What is required ::
Across the records that follow, how many lines contain the string "Drive"? Answer with the number only.

Segment Start: Exercise materials

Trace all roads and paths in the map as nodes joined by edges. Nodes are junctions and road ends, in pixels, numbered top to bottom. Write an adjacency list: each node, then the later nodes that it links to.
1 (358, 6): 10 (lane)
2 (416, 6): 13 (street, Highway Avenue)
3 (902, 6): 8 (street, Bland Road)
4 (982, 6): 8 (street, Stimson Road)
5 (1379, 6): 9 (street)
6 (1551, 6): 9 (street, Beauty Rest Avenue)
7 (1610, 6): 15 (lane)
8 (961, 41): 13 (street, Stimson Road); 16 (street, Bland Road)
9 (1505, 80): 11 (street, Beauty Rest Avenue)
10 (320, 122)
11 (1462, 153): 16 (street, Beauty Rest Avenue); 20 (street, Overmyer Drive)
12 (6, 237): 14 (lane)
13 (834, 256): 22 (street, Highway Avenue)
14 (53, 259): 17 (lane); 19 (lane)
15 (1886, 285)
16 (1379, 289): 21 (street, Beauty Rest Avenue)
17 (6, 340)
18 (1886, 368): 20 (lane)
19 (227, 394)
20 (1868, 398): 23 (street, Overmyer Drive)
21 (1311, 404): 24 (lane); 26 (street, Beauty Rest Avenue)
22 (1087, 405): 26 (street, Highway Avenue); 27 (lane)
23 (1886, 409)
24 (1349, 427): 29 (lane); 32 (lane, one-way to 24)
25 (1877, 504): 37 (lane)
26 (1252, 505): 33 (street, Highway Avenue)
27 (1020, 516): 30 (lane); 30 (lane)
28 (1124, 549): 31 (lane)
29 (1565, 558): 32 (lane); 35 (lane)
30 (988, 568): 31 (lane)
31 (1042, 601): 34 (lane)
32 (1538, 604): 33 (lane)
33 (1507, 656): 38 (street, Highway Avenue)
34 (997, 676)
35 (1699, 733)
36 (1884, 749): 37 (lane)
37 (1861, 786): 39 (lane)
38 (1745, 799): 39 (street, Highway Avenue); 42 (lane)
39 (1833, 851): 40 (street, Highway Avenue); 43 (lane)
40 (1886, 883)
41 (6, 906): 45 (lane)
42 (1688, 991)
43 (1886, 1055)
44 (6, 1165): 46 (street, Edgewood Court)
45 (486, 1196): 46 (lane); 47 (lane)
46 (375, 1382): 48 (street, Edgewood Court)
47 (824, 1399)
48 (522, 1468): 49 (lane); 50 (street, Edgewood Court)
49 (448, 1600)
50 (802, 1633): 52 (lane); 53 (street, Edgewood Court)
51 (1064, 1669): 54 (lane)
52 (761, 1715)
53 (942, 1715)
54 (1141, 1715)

Segment End: Exercise materials

Task output ::
2